■ Description of the task: Look at each line of the listing. Copy those that hold the string "roads".

Records supplied: Begin

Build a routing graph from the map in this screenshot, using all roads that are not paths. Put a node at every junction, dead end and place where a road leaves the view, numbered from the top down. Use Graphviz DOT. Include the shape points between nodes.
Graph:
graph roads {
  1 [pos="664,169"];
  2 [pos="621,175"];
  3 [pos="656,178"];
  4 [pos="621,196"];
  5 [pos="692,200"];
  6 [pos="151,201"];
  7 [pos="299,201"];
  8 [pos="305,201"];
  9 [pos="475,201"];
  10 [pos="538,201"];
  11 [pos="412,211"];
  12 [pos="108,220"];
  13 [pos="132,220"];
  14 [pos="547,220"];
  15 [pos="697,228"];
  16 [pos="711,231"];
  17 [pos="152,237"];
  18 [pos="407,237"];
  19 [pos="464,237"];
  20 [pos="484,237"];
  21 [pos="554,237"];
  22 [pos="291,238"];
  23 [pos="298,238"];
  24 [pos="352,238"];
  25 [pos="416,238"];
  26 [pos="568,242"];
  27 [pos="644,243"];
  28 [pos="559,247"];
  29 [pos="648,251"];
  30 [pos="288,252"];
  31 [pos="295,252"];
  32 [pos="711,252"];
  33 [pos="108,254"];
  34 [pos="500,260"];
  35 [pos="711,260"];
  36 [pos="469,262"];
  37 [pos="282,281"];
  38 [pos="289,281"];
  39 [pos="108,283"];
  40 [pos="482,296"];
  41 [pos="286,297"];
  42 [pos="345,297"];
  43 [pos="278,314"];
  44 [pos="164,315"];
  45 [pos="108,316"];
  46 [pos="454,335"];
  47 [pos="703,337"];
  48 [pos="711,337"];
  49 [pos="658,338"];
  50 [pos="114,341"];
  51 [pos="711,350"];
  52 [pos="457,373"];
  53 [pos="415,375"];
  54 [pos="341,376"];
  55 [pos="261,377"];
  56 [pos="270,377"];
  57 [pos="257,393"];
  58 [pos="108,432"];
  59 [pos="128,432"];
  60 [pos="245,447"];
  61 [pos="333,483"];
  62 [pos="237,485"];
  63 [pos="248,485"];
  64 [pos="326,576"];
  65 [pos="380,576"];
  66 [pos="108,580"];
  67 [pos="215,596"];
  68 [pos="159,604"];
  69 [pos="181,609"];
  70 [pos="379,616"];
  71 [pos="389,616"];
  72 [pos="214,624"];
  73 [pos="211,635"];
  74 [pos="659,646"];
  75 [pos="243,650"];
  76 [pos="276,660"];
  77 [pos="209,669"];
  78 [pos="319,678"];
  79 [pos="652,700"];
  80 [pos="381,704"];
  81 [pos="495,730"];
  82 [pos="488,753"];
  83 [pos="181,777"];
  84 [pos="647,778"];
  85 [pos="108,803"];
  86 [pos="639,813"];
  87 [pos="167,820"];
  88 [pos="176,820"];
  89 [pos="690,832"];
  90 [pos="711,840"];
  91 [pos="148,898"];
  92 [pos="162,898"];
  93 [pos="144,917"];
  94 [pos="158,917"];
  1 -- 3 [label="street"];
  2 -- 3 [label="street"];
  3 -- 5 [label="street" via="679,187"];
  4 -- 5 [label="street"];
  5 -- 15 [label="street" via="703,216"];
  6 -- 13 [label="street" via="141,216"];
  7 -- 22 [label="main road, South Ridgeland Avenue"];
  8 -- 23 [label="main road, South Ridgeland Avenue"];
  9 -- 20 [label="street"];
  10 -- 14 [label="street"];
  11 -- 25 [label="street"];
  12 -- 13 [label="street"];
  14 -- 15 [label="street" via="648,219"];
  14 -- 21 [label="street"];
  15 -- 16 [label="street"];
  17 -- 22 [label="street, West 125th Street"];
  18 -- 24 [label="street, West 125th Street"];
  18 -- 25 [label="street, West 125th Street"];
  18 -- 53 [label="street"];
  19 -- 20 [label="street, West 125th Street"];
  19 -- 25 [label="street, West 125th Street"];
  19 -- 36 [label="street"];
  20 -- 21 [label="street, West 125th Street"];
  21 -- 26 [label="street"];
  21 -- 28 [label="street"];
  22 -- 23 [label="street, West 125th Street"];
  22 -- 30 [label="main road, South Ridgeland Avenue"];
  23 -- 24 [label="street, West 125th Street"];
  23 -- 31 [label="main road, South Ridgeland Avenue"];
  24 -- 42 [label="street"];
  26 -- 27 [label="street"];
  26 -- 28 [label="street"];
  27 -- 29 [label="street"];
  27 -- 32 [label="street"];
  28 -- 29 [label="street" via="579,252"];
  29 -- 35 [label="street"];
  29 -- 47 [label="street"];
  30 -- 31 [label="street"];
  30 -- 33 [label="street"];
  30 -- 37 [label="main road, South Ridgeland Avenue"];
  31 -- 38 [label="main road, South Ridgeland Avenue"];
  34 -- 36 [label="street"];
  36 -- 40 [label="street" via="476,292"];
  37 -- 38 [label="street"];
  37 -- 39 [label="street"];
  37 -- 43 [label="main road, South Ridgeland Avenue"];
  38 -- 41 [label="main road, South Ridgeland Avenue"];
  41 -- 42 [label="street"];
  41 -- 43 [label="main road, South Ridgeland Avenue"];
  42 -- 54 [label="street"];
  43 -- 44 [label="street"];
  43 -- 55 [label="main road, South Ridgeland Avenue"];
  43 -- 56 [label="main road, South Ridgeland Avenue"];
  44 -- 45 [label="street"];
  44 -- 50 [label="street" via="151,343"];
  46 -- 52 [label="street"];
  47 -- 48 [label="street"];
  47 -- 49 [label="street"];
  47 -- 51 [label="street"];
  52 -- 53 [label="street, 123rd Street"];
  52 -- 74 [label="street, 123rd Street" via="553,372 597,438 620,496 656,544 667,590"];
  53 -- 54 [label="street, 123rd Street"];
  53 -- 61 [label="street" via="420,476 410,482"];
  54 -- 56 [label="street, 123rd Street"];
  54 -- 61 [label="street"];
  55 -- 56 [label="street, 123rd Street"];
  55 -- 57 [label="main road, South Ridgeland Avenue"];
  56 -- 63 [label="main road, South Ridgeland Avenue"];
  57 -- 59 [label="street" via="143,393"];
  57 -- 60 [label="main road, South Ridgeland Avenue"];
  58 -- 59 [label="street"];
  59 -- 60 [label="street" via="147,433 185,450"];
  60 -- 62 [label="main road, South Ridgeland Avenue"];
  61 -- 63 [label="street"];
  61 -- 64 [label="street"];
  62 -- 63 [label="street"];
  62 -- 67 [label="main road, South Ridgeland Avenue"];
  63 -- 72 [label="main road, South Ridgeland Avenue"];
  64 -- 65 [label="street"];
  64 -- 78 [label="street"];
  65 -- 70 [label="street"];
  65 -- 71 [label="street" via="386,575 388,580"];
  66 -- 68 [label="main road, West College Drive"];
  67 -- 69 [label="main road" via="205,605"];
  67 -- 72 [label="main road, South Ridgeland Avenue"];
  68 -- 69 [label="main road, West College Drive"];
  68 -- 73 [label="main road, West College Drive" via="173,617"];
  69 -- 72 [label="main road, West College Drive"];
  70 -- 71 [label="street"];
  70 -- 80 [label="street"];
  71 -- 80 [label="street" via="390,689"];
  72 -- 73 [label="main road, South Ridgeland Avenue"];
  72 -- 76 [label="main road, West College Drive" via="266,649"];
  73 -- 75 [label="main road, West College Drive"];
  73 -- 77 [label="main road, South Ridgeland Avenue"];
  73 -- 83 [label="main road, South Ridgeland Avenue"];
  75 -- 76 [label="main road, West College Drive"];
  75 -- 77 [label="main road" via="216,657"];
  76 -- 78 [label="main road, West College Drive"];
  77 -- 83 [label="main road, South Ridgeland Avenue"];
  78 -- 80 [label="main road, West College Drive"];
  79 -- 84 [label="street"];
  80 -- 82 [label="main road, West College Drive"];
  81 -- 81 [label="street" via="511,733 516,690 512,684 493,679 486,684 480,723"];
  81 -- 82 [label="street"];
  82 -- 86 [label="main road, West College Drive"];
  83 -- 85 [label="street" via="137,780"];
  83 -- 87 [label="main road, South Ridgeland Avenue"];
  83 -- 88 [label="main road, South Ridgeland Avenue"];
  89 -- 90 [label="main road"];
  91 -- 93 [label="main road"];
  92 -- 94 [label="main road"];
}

Records supplied: End

■ Answer to this task:
Build a routing graph from the map in this screenshot, using all roads that are not paths. Put a node at every junction, dead end and place where a road leaves the view, numbered from the top down. Use Graphviz DOT. Include the shape points between nodes.
graph roads {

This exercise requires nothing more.